The subject of luxury brands embracing e-commerce sparked a lot of discussion this week. On The BeanCast itself, via Twitter and on the blog comments of the show notes there was vigorous debate about the ultimate effect of such a move.
While the guests on the show largely sided toward it being a good move, some listeners disagreed, feeling that ultimately a luxury brand demands personal touch and in-store experience to drive sales. There was also concern that e-commerce diminishes the brand value and distracts online searchers who are researching more than shopping.
My own thoughts tend to side more toward the opinions of my guests. Here's why.
Creating The Real Brand Experience
One of the points during the show was that these luxury brands are often at the mercy of the stores they are displayed in. Merchandising efforts aside, a snide salesperson can kill a brand experience.
Until e-commerce there was very little a brand could do to create a buying experience that they would like the customer to have. The could affect image and value, but not that moment when money is exchanged. And that moment is a key thing that a consumer remembers.
Having an online store gives the brand that kind of opportunity. Even if the customers prefer to go into a store to purchase, having a presentation of what buying a product should be like helps a customer differentiate between the product brand and the store brand. So when the store clerk sneers down her nose, the customer is less likely to hold that against the brand.
Never Hamper Intent to Buy
A key concern expressed this week was that since luxury brands demand more consideration, an e-commerce effort might be short-circuiting the true experience and lead to more dissatisfaction and returns. But I would suggest that online shoppers of luxury products are either discount searchers (looking for closeouts or last year's merchandise and don't want to be bothered by department store attitudes) or loyalists who know what they want from the brand and want it now. So in either case, not having a store hampers intent to buy. It's just silly not to have a digital storefront.

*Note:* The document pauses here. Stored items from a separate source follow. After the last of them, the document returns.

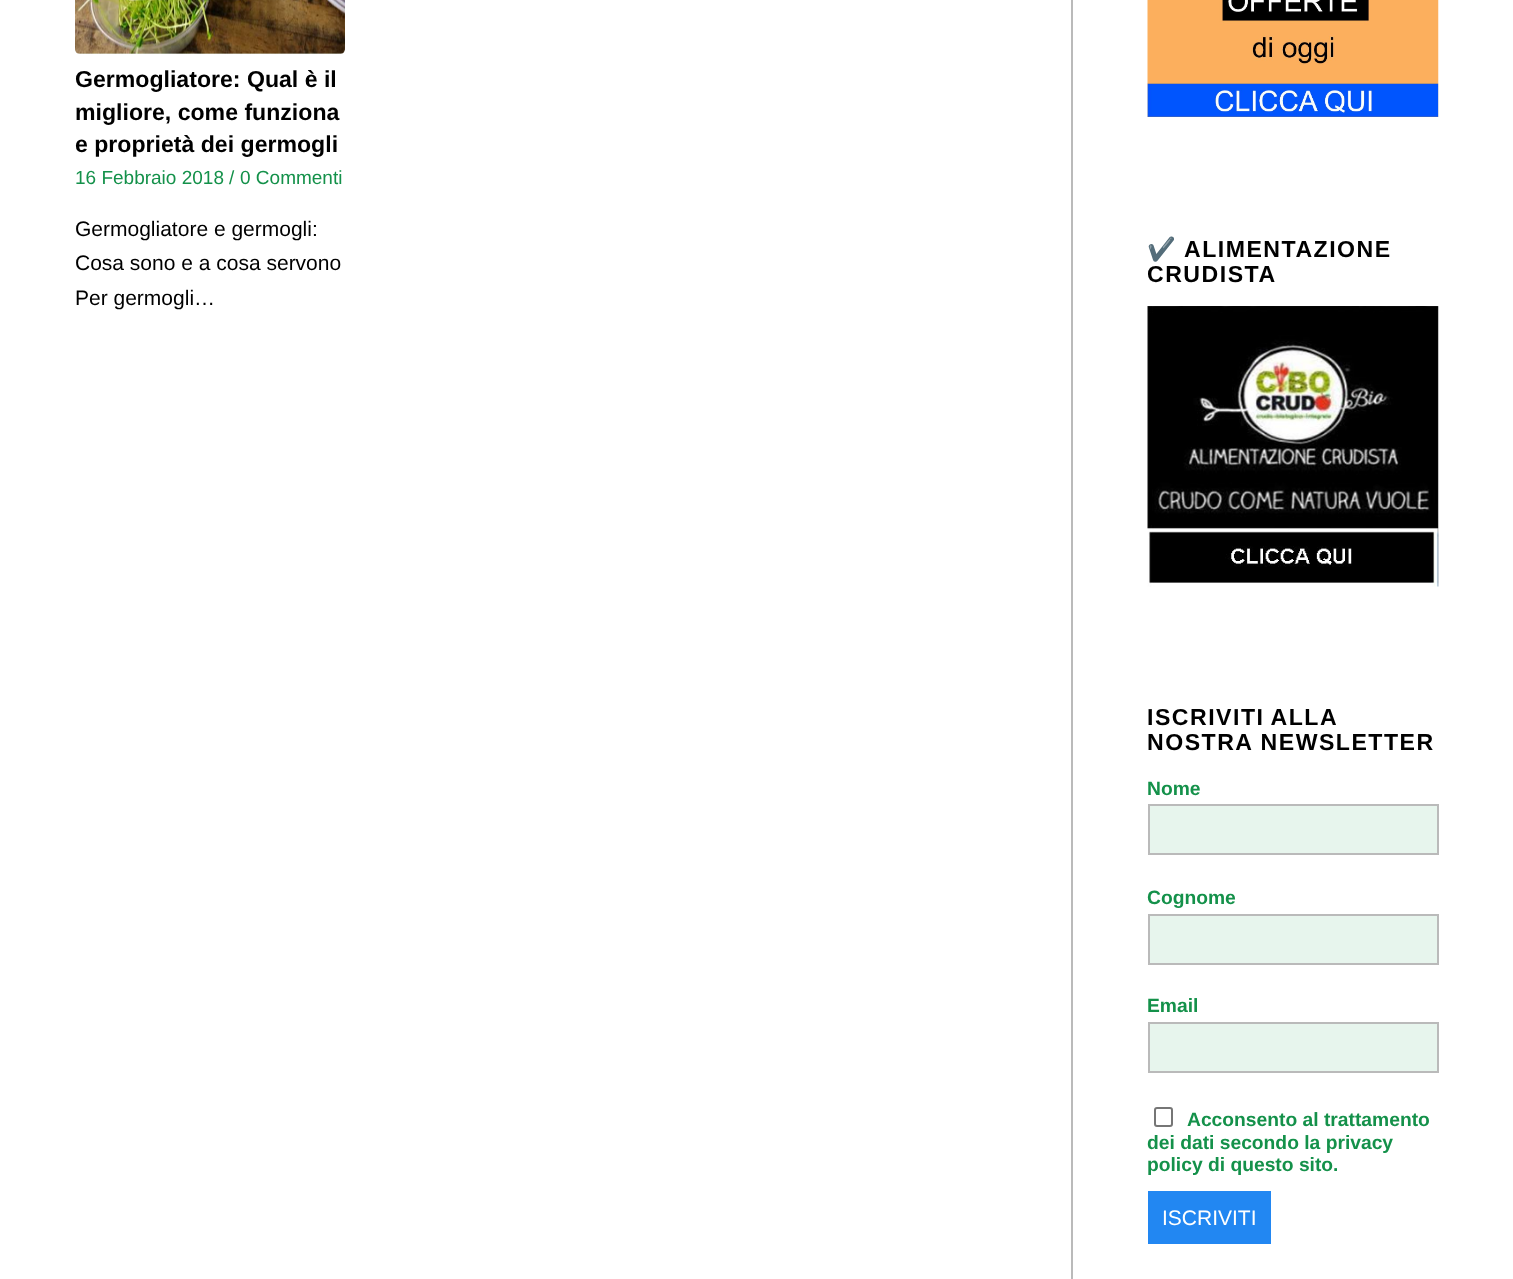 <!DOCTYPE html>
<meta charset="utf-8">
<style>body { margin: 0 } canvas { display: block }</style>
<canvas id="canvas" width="1513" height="1279"></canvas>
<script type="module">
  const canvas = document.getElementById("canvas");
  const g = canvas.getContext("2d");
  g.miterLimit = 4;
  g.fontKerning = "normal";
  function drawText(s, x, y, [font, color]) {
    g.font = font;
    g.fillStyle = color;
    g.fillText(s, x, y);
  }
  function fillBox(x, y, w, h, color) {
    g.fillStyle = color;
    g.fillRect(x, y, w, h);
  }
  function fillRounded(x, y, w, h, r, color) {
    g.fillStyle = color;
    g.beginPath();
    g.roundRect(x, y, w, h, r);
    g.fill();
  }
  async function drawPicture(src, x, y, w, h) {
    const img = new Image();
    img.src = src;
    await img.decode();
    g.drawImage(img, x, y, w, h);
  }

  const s1 = ["bold 23.1px Liberation Sans", "#000000"];
  const s2 = ["19px Liberation Sans", "#14914A"];
  const s3 = ["21px Liberation Sans", "#000000"];
  const s4 = ["bold 23.1px Noto Color Emoji", "#000000"];
  const s5 = ["bold 19.25px Liberation Sans", "#14914A"];
  const s6 = ["21px Liberation Sans", "#FFFFFF"];

  fillBox(0, 0, 1513, 1279, "#FFFFFF");
  fillRounded(75, -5, 270, 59, 5, "#E7F5ED");
  await drawPicture("pic1.png", 75, 0, 270, 54);
  drawText("Germogliatore: Qual è il", 75, 87, s1);
  drawText("migliore, come funziona", 75, 120, s1);
  drawText("e proprietà dei germogli", 75, 152, s1);
  drawText("16 Febbraio 2018", 75, 184, s2);
  drawText("/", 229, 184, s2);
  drawText("0 Commenti", 240, 184, s2);
  drawText("Germogliatore e germogli:", 75, 236, s3);
  drawText("Cosa sono e a cosa servono", 75, 270, s3);
  drawText("Per germogli…", 75, 305, s3);
  fillBox(1071, 0, 2, 1279, "#BABABA");
  await drawPicture("pic2.png", 1147, 0, 292, 117);
  g.letterSpacing = "1.5px";
  drawText("✔️", 1147, 257, s4);
  drawText("ALIMENTAZIONE", 1184, 257, s1);
  drawText("CRUDISTA", 1147, 282, s1);
  await drawPicture("pic3.png", 1147, 306, 292, 281);
  g.wordSpacing = "-1px";
  drawText("ISCRIVITI ALLA", 1147, 725, s1);
  g.wordSpacing = "0px";
  drawText("NOSTRA NEWSLETTER", 1147, 750, s1);
  g.letterSpacing = "0px";
  drawText("Nome", 1147, 795, s5);
  g.fillStyle = "#E7F5ED";
  g.beginPath();
  g.rect(1149, 805, 289, 49);
  g.fill();
  g.strokeStyle = "#BABABA";
  g.lineWidth = 2;
  g.stroke();
  drawText("Cognome", 1147, 904, s5);
  g.fillStyle = "#E7F5ED";
  g.beginPath();
  g.rect(1149, 915, 289, 49);
  g.fill();
  g.stroke();
  drawText("Email", 1147, 1012, s5);
  g.fillStyle = "#E7F5ED";
  g.beginPath();
  g.rect(1149, 1023, 289, 49);
  g.fill();
  g.stroke();
  g.beginPath();
  g.roundRect(1155, 1108, 17, 18, 2);
  g.strokeStyle = "#767676";
  g.stroke();
  drawText("Acconsento al trattamento", 1187, 1126, s5);
  drawText("dei dati secondo la privacy", 1147, 1149, s5);
  drawText("policy di questo sito.", 1147, 1171, s5);
  fillBox(1148, 1191, 123, 53, "#2287F2");
  drawText("ISCRIVITI", 1162, 1225, s6);
</script>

I would agree, however, that from a consideration standpoint the online store will most likely not move much product. Which is why a luxury brand initiating an e-commerce effort should be clear about their strategy. We can't assume that an online luxury brand store is only about purchase. So the research and content portion of the effort cannot be short-changed.
Even though there is opportunity to buy immediately, the store should also be heavily moving customers in the direction of physical stores. This is not just to keep department store partners happy, but may also be an acknowledgment to customer preference.
Vision For The Future
The biggest road block for luxury e-commerce is, of course, department store partners. Going into competition with your partners is usually not a good idea. However, given what I said above, it's highly unlikely that an online luxury store will significantly reduce sales through physical stores. If done right, it may even grow sales with an online presentation that offers a focus on buying rather than just consideration.
But all that aside, e-commerce sometimes leads to even bigger and better things. Apple launched an e-commerce effort right about the time Steve Jobs returned and there was much consternation among partners. Entire catalog businesses and retail partnerships had been built and were now in jeopardy.
Yet the move actually helped focus the brand experience and led to Apple realizing they needed the department store relationships less than they needed control of the customer. This led to elimination of most retail partnerships and opening of Apple stores. And no one could claim this was a bad move for them.
Such drastic moves may not be right for every high-end brand, but ignoring possibilities is the sure path to mediocrity.
So thanks to all the listeners that weighed in this week. I appreciate the debate.